EXTRACTED DATA:
###

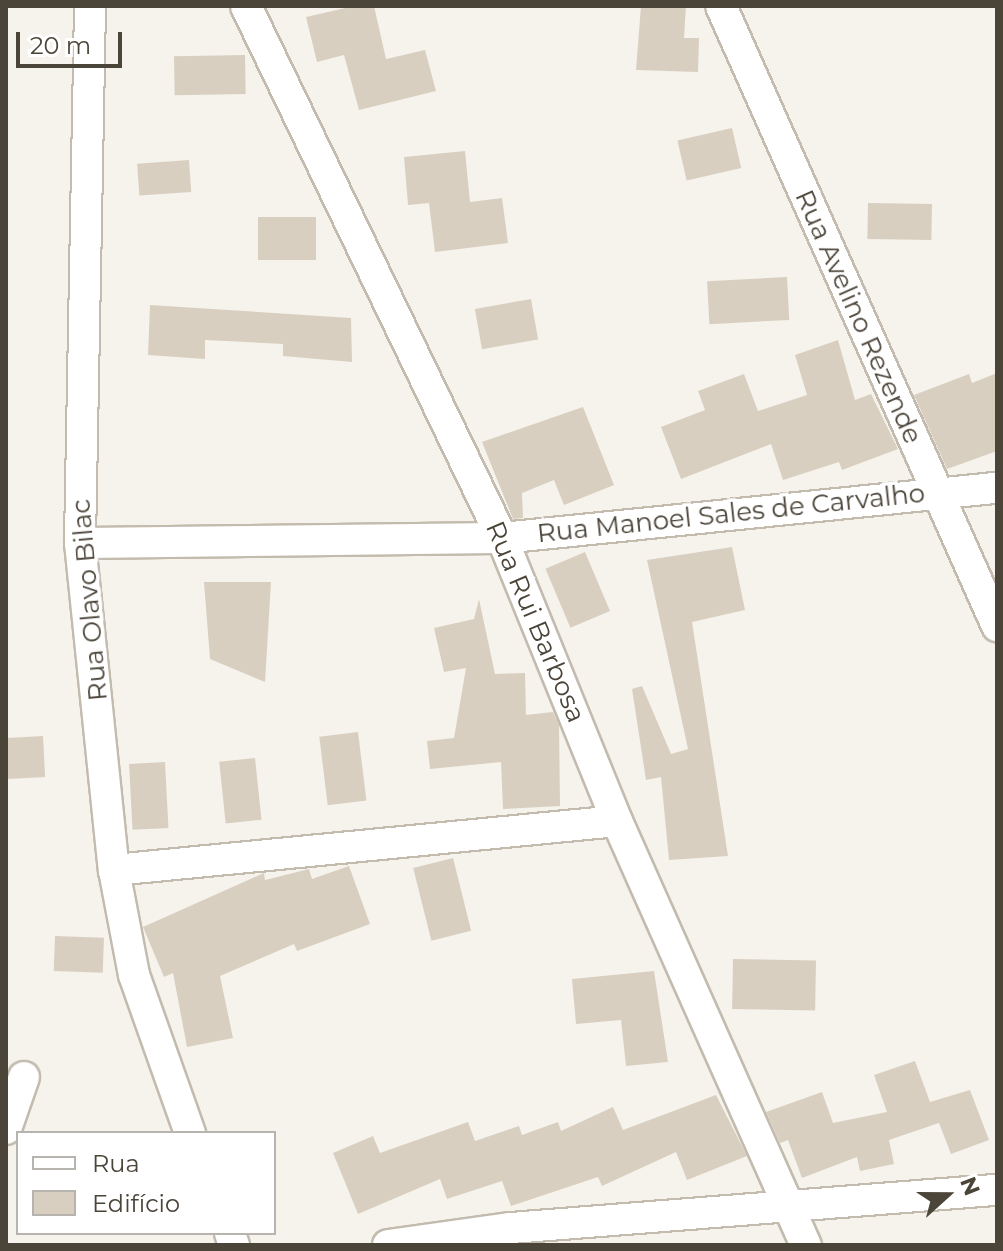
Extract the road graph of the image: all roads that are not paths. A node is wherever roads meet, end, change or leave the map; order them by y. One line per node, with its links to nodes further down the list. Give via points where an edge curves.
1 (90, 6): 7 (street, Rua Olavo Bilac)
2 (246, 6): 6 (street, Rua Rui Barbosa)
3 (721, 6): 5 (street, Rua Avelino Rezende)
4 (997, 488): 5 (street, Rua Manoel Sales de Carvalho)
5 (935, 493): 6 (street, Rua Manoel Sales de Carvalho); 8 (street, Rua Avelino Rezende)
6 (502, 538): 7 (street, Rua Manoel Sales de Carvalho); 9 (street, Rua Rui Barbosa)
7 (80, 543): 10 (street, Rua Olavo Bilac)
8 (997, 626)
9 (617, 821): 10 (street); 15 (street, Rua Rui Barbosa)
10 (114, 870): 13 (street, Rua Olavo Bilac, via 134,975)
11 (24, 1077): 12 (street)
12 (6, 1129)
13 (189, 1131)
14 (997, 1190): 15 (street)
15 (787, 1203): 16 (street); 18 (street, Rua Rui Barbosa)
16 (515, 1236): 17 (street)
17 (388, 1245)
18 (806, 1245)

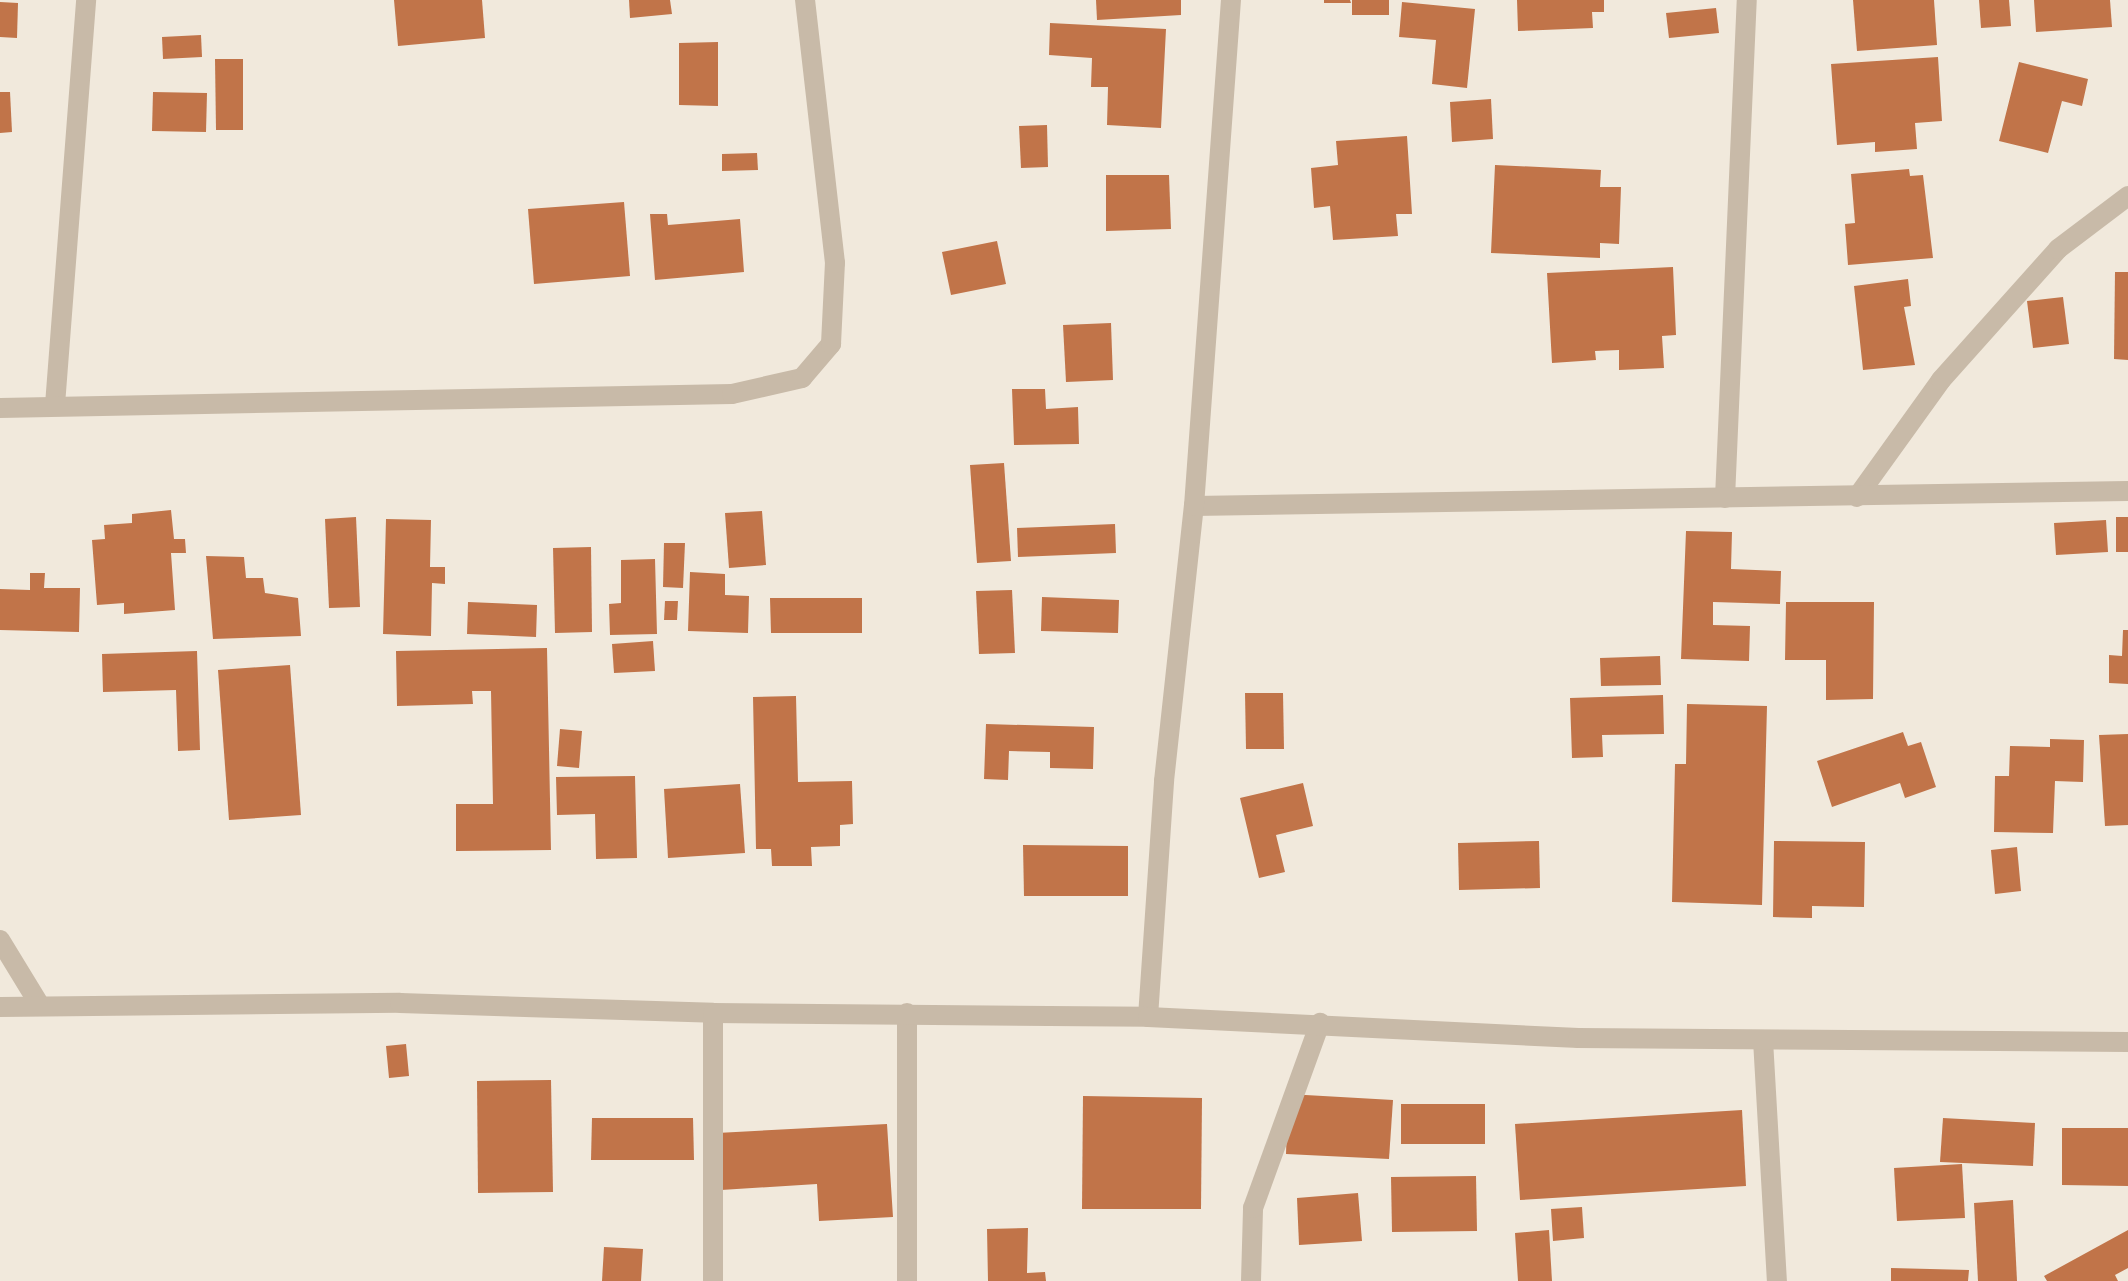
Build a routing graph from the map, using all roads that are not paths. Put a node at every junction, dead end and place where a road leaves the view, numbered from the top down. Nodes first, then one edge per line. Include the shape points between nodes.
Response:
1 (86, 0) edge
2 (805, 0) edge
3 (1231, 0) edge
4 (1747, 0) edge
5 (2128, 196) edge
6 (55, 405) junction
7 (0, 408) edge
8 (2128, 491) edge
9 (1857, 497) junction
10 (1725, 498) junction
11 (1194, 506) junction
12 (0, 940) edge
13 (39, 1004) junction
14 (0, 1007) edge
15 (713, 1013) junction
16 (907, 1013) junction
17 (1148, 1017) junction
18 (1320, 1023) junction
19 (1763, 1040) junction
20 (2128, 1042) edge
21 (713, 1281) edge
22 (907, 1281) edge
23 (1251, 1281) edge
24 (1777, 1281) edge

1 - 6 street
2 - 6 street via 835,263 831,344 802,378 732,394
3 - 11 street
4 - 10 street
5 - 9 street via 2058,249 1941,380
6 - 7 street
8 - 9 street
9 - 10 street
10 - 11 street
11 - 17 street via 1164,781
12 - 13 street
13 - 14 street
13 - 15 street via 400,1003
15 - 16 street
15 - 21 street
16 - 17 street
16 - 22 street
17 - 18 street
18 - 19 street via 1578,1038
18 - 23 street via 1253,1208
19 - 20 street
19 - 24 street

###

PROBLEM REQUIREMENTS:
Return exactly the lines from the one containing "Build a routing" to the last line of the data, and nothing more.

COMPLETED TASK:
Build a routing graph from the map, using all roads that are not paths. Put a node at every junction, dead end and place where a road leaves the view, numbered from the top down. Nodes first, then one edge per line. Include the shape points between nodes.
Response:
1 (86, 0) edge
2 (805, 0) edge
3 (1231, 0) edge
4 (1747, 0) edge
5 (2128, 196) edge
6 (55, 405) junction
7 (0, 408) edge
8 (2128, 491) edge
9 (1857, 497) junction
10 (1725, 498) junction
11 (1194, 506) junction
12 (0, 940) edge
13 (39, 1004) junction
14 (0, 1007) edge
15 (713, 1013) junction
16 (907, 1013) junction
17 (1148, 1017) junction
18 (1320, 1023) junction
19 (1763, 1040) junction
20 (2128, 1042) edge
21 (713, 1281) edge
22 (907, 1281) edge
23 (1251, 1281) edge
24 (1777, 1281) edge

1 - 6 street
2 - 6 street via 835,263 831,344 802,378 732,394
3 - 11 street
4 - 10 street
5 - 9 street via 2058,249 1941,380
6 - 7 street
8 - 9 street
9 - 10 street
10 - 11 street
11 - 17 street via 1164,781
12 - 13 street
13 - 14 street
13 - 15 street via 400,1003
15 - 16 street
15 - 21 street
16 - 17 street
16 - 22 street
17 - 18 street
18 - 19 street via 1578,1038
18 - 23 street via 1253,1208
19 - 20 street
19 - 24 street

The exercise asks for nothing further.